Palladino – The Medium Who Drew in Scientists

April 8, 2016

The world of scientists, writers, and other intellectuals was charmed by her and curiosity made them attend her séances – Eusapia Palladino was an enigma who could supposedly communicate with the dead.

She was a supernatural phenomenon of her times. Eusapia was born on January 21, 1854 in Minervino Murge, Bari Province, Italy. When she was very young, she married a theatrical artist and traveling conjuror named Raphael Delgaiz. Many suggest that she learned a lot from her first husband. This knowledge allowed her to make an incredible career. Later, she married Francesco Niola, a merchant.

Although many magicians and skeptics of magic concluded that she was nothing more than a clever trickster, her séances were full of people who trusted her gifts. Even now, people still wonder about the levitating tables in her spiritual meetings.

The Séances in Warsaw

Palladino’s fame may have its beginnings in Poland. She visited Warsaw on two occasions. The first time, she was invited by the psychologist, Dr. Julian Ochorowicz. He hosted her from November 1893 to January 1894. She wanted to demonstrate her phenomenal séances, influence the local society, and create an impressive income.

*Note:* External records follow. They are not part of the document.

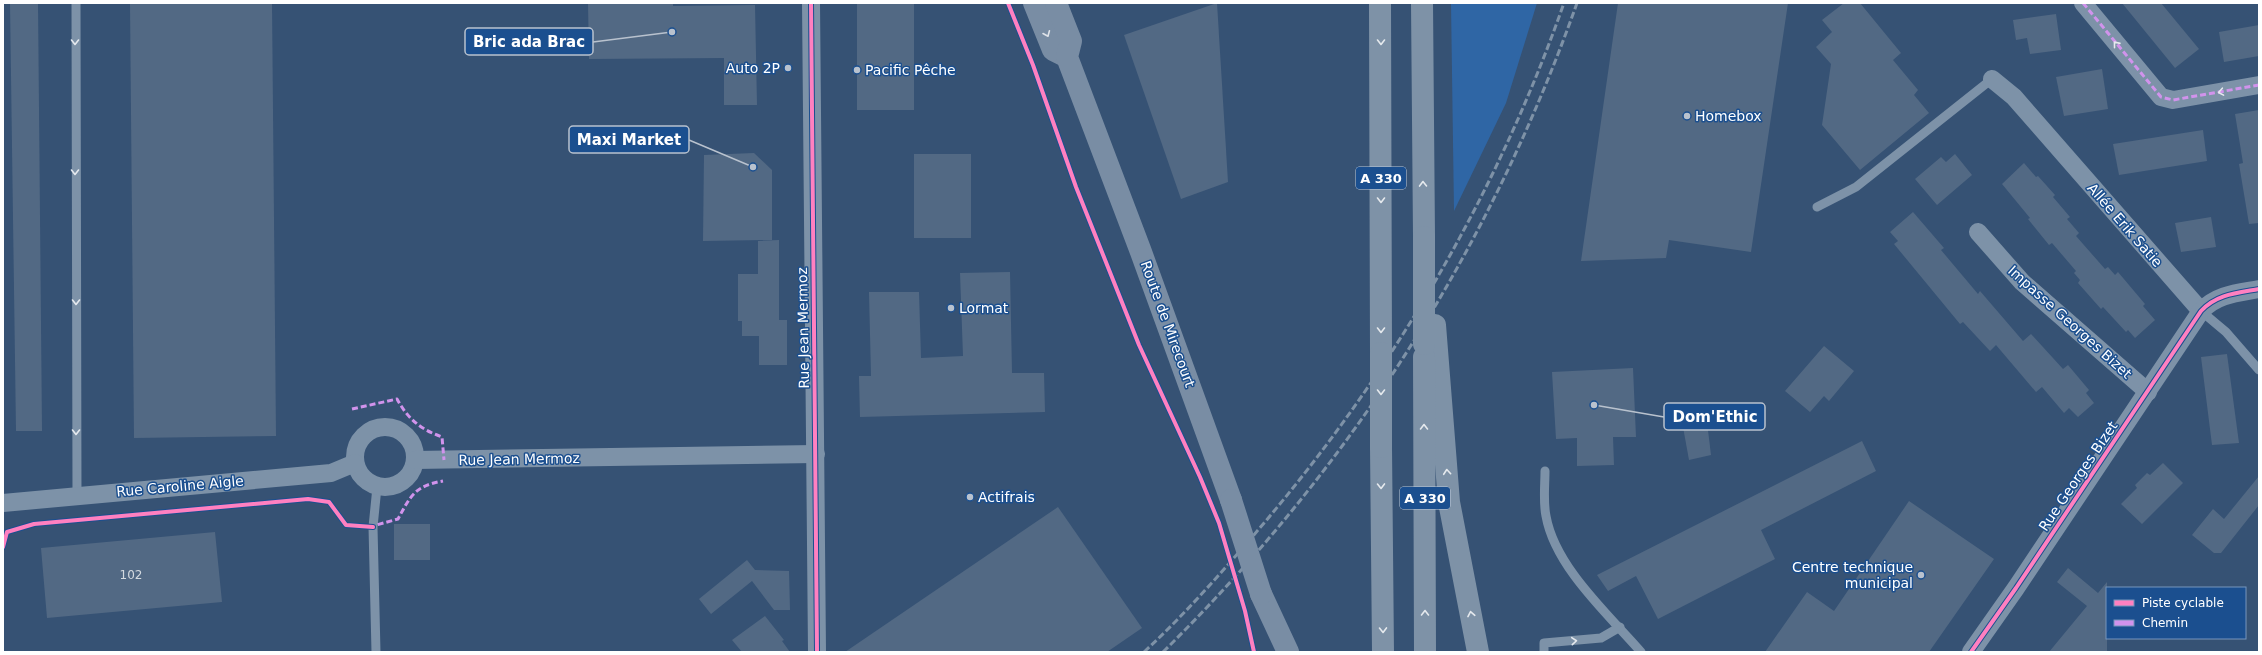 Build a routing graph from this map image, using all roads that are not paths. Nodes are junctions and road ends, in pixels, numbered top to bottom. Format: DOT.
graph roads {
  1 [pos="76,3"];
  2 [pos="811,3"];
  3 [pos="1034,3"];
  4 [pos="1056,3"];
  5 [pos="1380,3"];
  6 [pos="1422,3"];
  7 [pos="2083,3"];
  8 [pos="1067,57"];
  9 [pos="1992,79"];
  10 [pos="2259,85"];
  11 [pos="1816,207"];
  12 [pos="1978,232"];
  13 [pos="1424,237"];
  14 [pos="2259,289"];
  15 [pos="2201,311"];
  16 [pos="2259,370"];
  17 [pos="2148,392"];
  18 [pos="816,454"];
  19 [pos="414,460"];
  20 [pos="355,463"];
  21 [pos="1545,471"];
  22 [pos="377,486"];
  23 [pos="77,496"];
  24 [pos="4,501"];
  25 [pos="1261,594"];
  26 [pos="1620,627"];
  27 [pos="376,652"];
  28 [pos="817,652"];
  29 [pos="1271,652"];
  30 [pos="1288,652"];
  31 [pos="1383,652"];
  32 [pos="1425,652"];
  33 [pos="1478,652"];
  34 [pos="1544,652"];
  35 [pos="1641,652"];
  36 [pos="1971,652"];
  1 -- 23 [label="lane, one-way"];
  2 -- 18 [label="street, Rue Jean Mermoz"];
  3 -- 8 [label="main road, one-way"];
  4 -- 8 [label="main road, Route de Mirecourt"];
  5 -- 31 [label="highway, A 330, one-way, bridge"];
  13 -- 6 [label="highway, A 330, one-way"];
  10 -- 7 [label="street, one-way"];
  8 -- 25 [label="main road, Route de Mirecourt, bridge"];
  9 -- 11 [label="lane"];
  9 -- 15 [label="street, Allée Erik Satie"];
  12 -- 17 [label="street, Impasse Georges Bizet"];
  32 -- 13 [label="highway, A 330, one-way, bridge"];
  33 -- 13 [label="highway, one-way, bridge"];
  14 -- 15 [label="street, Rue Georges Bizet"];
  15 -- 16 [label="lane, Allée Erik Satie"];
  15 -- 17 [label="street, Rue Georges Bizet"];
  17 -- 36 [label="street, Rue Georges Bizet"];
  18 -- 19 [label="street, Rue Jean Mermoz"];
  18 -- 28 [label="street, Rue Jean Mermoz"];
  19 -- 20 [label="street"];
  19 -- 22 [label="street"];
  20 -- 22 [label="street"];
  20 -- 23 [label="street, Rue Caroline Aigle"];
  21 -- 26 [label="lane"];
  22 -- 27 [label="lane"];
  23 -- 24 [label="street, Rue Caroline Aigle"];
  25 -- 29 [label="main road, Route de Mirecourt"];
  25 -- 30 [label="main road, Route de Mirecourt"];
  34 -- 26 [label="lane, one-way"];
  26 -- 35 [label="lane"];
}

Ochorowicz introduced her to the Polish writer, Bolesław Prus, who attended a number of her séances and promoted her in the press. During the meetings with Palladino, he felt inspired to write the historical novel Pharaoh. Prus started to write it in 1894, after Eusapia left Poland. It wasn’t a secret that Eusapia adored Prus.

Palladino returned to Poland in the second half of May 1898. She was traveling from St. Petersburg to Munich and Vienna. She met Prus again, but it seems that there was nothing more to their relationship.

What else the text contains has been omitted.